▶ **REQUIRED WORK**
Exact repetition is required: reproduce every line of the data.

[Dataset items]
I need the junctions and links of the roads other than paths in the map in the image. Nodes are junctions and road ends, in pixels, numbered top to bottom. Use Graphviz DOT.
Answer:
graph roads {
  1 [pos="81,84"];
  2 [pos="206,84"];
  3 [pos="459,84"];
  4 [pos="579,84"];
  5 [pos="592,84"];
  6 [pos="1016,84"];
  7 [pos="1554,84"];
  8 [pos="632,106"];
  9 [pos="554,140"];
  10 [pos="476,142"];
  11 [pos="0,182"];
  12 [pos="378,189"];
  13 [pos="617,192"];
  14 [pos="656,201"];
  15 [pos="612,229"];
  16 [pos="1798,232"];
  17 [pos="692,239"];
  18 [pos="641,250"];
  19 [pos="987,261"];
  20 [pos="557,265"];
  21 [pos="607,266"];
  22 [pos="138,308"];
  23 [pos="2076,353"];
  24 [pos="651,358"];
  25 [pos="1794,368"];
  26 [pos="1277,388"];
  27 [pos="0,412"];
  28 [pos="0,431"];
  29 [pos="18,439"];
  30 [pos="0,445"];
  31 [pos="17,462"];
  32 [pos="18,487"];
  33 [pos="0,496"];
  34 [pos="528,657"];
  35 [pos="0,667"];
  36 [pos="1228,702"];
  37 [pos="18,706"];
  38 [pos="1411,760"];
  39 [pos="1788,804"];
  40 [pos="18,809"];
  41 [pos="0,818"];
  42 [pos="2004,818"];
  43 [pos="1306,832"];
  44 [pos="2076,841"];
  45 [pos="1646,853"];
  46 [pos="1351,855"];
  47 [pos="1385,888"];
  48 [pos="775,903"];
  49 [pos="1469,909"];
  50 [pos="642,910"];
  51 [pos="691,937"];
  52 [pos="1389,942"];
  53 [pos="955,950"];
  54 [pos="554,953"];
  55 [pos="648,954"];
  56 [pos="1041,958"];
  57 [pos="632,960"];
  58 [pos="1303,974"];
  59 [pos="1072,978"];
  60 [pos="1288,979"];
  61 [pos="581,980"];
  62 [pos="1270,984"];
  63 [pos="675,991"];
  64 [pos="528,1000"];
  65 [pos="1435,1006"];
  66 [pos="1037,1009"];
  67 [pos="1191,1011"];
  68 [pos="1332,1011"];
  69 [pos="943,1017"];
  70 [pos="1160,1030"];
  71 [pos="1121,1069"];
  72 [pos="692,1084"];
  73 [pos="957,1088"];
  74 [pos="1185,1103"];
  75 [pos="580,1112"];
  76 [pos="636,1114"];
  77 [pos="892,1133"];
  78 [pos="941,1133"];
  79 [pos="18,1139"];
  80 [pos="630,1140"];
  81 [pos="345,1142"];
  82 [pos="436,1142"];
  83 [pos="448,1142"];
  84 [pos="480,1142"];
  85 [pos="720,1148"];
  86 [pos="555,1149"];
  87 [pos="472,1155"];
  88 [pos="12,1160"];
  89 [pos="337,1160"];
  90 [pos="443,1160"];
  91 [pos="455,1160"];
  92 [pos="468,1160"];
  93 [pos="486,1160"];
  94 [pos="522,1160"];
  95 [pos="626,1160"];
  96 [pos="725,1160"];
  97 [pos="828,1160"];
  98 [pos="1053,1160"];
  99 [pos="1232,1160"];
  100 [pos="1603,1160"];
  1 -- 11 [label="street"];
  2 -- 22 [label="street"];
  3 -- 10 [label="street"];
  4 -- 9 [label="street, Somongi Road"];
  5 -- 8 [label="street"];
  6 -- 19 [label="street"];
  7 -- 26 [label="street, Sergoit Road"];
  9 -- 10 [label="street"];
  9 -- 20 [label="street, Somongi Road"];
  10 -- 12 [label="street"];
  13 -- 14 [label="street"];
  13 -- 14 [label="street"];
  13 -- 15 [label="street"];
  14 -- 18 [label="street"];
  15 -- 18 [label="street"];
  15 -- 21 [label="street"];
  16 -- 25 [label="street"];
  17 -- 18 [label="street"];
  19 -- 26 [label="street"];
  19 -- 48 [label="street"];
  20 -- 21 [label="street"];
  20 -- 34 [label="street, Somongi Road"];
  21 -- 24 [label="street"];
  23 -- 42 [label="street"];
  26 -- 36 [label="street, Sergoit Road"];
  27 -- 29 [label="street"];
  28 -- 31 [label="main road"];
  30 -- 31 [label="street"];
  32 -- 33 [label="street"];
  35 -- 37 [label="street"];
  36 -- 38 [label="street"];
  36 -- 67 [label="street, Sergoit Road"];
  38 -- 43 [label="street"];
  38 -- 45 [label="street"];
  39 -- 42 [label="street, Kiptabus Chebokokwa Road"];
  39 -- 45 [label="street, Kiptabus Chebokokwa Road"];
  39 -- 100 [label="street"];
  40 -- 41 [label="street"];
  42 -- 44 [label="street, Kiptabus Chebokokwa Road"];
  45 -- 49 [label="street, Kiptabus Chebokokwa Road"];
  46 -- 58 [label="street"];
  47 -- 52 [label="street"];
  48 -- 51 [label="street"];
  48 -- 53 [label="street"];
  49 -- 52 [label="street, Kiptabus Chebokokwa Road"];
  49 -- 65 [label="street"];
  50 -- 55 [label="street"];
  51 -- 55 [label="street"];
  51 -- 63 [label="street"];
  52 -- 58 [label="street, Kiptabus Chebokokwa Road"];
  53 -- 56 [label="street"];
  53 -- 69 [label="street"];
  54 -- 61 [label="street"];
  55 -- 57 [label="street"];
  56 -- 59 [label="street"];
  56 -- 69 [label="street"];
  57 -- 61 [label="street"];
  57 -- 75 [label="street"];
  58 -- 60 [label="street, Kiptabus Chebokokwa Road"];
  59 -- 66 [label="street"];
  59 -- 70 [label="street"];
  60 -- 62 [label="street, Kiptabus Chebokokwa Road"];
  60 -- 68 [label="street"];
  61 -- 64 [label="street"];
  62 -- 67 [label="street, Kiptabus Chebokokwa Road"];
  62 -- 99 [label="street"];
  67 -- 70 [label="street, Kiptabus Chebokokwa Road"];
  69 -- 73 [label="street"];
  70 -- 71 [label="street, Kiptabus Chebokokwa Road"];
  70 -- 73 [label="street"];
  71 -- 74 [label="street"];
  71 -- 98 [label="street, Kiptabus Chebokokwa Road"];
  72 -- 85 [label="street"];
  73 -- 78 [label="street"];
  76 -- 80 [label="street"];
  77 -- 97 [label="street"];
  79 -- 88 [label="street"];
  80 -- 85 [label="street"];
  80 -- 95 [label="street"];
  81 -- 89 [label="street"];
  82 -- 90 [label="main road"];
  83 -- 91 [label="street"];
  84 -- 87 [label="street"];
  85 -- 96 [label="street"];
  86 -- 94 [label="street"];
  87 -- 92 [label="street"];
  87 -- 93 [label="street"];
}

▶ **WORKED SOLUTION**
I need the junctions and links of the roads other than paths in the map in the image. Nodes are junctions and road ends, in pixels, numbered top to bottom. Use Graphviz DOT.
Answer:
graph roads {
  1 [pos="81,84"];
  2 [pos="206,84"];
  3 [pos="459,84"];
  4 [pos="579,84"];
  5 [pos="592,84"];
  6 [pos="1016,84"];
  7 [pos="1554,84"];
  8 [pos="632,106"];
  9 [pos="554,140"];
  10 [pos="476,142"];
  11 [pos="0,182"];
  12 [pos="378,189"];
  13 [pos="617,192"];
  14 [pos="656,201"];
  15 [pos="612,229"];
  16 [pos="1798,232"];
  17 [pos="692,239"];
  18 [pos="641,250"];
  19 [pos="987,261"];
  20 [pos="557,265"];
  21 [pos="607,266"];
  22 [pos="138,308"];
  23 [pos="2076,353"];
  24 [pos="651,358"];
  25 [pos="1794,368"];
  26 [pos="1277,388"];
  27 [pos="0,412"];
  28 [pos="0,431"];
  29 [pos="18,439"];
  30 [pos="0,445"];
  31 [pos="17,462"];
  32 [pos="18,487"];
  33 [pos="0,496"];
  34 [pos="528,657"];
  35 [pos="0,667"];
  36 [pos="1228,702"];
  37 [pos="18,706"];
  38 [pos="1411,760"];
  39 [pos="1788,804"];
  40 [pos="18,809"];
  41 [pos="0,818"];
  42 [pos="2004,818"];
  43 [pos="1306,832"];
  44 [pos="2076,841"];
  45 [pos="1646,853"];
  46 [pos="1351,855"];
  47 [pos="1385,888"];
  48 [pos="775,903"];
  49 [pos="1469,909"];
  50 [pos="642,910"];
  51 [pos="691,937"];
  52 [pos="1389,942"];
  53 [pos="955,950"];
  54 [pos="554,953"];
  55 [pos="648,954"];
  56 [pos="1041,958"];
  57 [pos="632,960"];
  58 [pos="1303,974"];
  59 [pos="1072,978"];
  60 [pos="1288,979"];
  61 [pos="581,980"];
  62 [pos="1270,984"];
  63 [pos="675,991"];
  64 [pos="528,1000"];
  65 [pos="1435,1006"];
  66 [pos="1037,1009"];
  67 [pos="1191,1011"];
  68 [pos="1332,1011"];
  69 [pos="943,1017"];
  70 [pos="1160,1030"];
  71 [pos="1121,1069"];
  72 [pos="692,1084"];
  73 [pos="957,1088"];
  74 [pos="1185,1103"];
  75 [pos="580,1112"];
  76 [pos="636,1114"];
  77 [pos="892,1133"];
  78 [pos="941,1133"];
  79 [pos="18,1139"];
  80 [pos="630,1140"];
  81 [pos="345,1142"];
  82 [pos="436,1142"];
  83 [pos="448,1142"];
  84 [pos="480,1142"];
  85 [pos="720,1148"];
  86 [pos="555,1149"];
  87 [pos="472,1155"];
  88 [pos="12,1160"];
  89 [pos="337,1160"];
  90 [pos="443,1160"];
  91 [pos="455,1160"];
  92 [pos="468,1160"];
  93 [pos="486,1160"];
  94 [pos="522,1160"];
  95 [pos="626,1160"];
  96 [pos="725,1160"];
  97 [pos="828,1160"];
  98 [pos="1053,1160"];
  99 [pos="1232,1160"];
  100 [pos="1603,1160"];
  1 -- 11 [label="street"];
  2 -- 22 [label="street"];
  3 -- 10 [label="street"];
  4 -- 9 [label="street, Somongi Road"];
  5 -- 8 [label="street"];
  6 -- 19 [label="street"];
  7 -- 26 [label="street, Sergoit Road"];
  9 -- 10 [label="street"];
  9 -- 20 [label="street, Somongi Road"];
  10 -- 12 [label="street"];
  13 -- 14 [label="street"];
  13 -- 14 [label="street"];
  13 -- 15 [label="street"];
  14 -- 18 [label="street"];
  15 -- 18 [label="street"];
  15 -- 21 [label="street"];
  16 -- 25 [label="street"];
  17 -- 18 [label="street"];
  19 -- 26 [label="street"];
  19 -- 48 [label="street"];
  20 -- 21 [label="street"];
  20 -- 34 [label="street, Somongi Road"];
  21 -- 24 [label="street"];
  23 -- 42 [label="street"];
  26 -- 36 [label="street, Sergoit Road"];
  27 -- 29 [label="street"];
  28 -- 31 [label="main road"];
  30 -- 31 [label="street"];
  32 -- 33 [label="street"];
  35 -- 37 [label="street"];
  36 -- 38 [label="street"];
  36 -- 67 [label="street, Sergoit Road"];
  38 -- 43 [label="street"];
  38 -- 45 [label="street"];
  39 -- 42 [label="street, Kiptabus Chebokokwa Road"];
  39 -- 45 [label="street, Kiptabus Chebokokwa Road"];
  39 -- 100 [label="street"];
  40 -- 41 [label="street"];
  42 -- 44 [label="street, Kiptabus Chebokokwa Road"];
  45 -- 49 [label="street, Kiptabus Chebokokwa Road"];
  46 -- 58 [label="street"];
  47 -- 52 [label="street"];
  48 -- 51 [label="street"];
  48 -- 53 [label="street"];
  49 -- 52 [label="street, Kiptabus Chebokokwa Road"];
  49 -- 65 [label="street"];
  50 -- 55 [label="street"];
  51 -- 55 [label="street"];
  51 -- 63 [label="street"];
  52 -- 58 [label="street, Kiptabus Chebokokwa Road"];
  53 -- 56 [label="street"];
  53 -- 69 [label="street"];
  54 -- 61 [label="street"];
  55 -- 57 [label="street"];
  56 -- 59 [label="street"];
  56 -- 69 [label="street"];
  57 -- 61 [label="street"];
  57 -- 75 [label="street"];
  58 -- 60 [label="street, Kiptabus Chebokokwa Road"];
  59 -- 66 [label="street"];
  59 -- 70 [label="street"];
  60 -- 62 [label="street, Kiptabus Chebokokwa Road"];
  60 -- 68 [label="street"];
  61 -- 64 [label="street"];
  62 -- 67 [label="street, Kiptabus Chebokokwa Road"];
  62 -- 99 [label="street"];
  67 -- 70 [label="street, Kiptabus Chebokokwa Road"];
  69 -- 73 [label="street"];
  70 -- 71 [label="street, Kiptabus Chebokokwa Road"];
  70 -- 73 [label="street"];
  71 -- 74 [label="street"];
  71 -- 98 [label="street, Kiptabus Chebokokwa Road"];
  72 -- 85 [label="street"];
  73 -- 78 [label="street"];
  76 -- 80 [label="street"];
  77 -- 97 [label="street"];
  79 -- 88 [label="street"];
  80 -- 85 [label="street"];
  80 -- 95 [label="street"];
  81 -- 89 [label="street"];
  82 -- 90 [label="main road"];
  83 -- 91 [label="street"];
  84 -- 87 [label="street"];
  85 -- 96 [label="street"];
  86 -- 94 [label="street"];
  87 -- 92 [label="street"];
  87 -- 93 [label="street"];
}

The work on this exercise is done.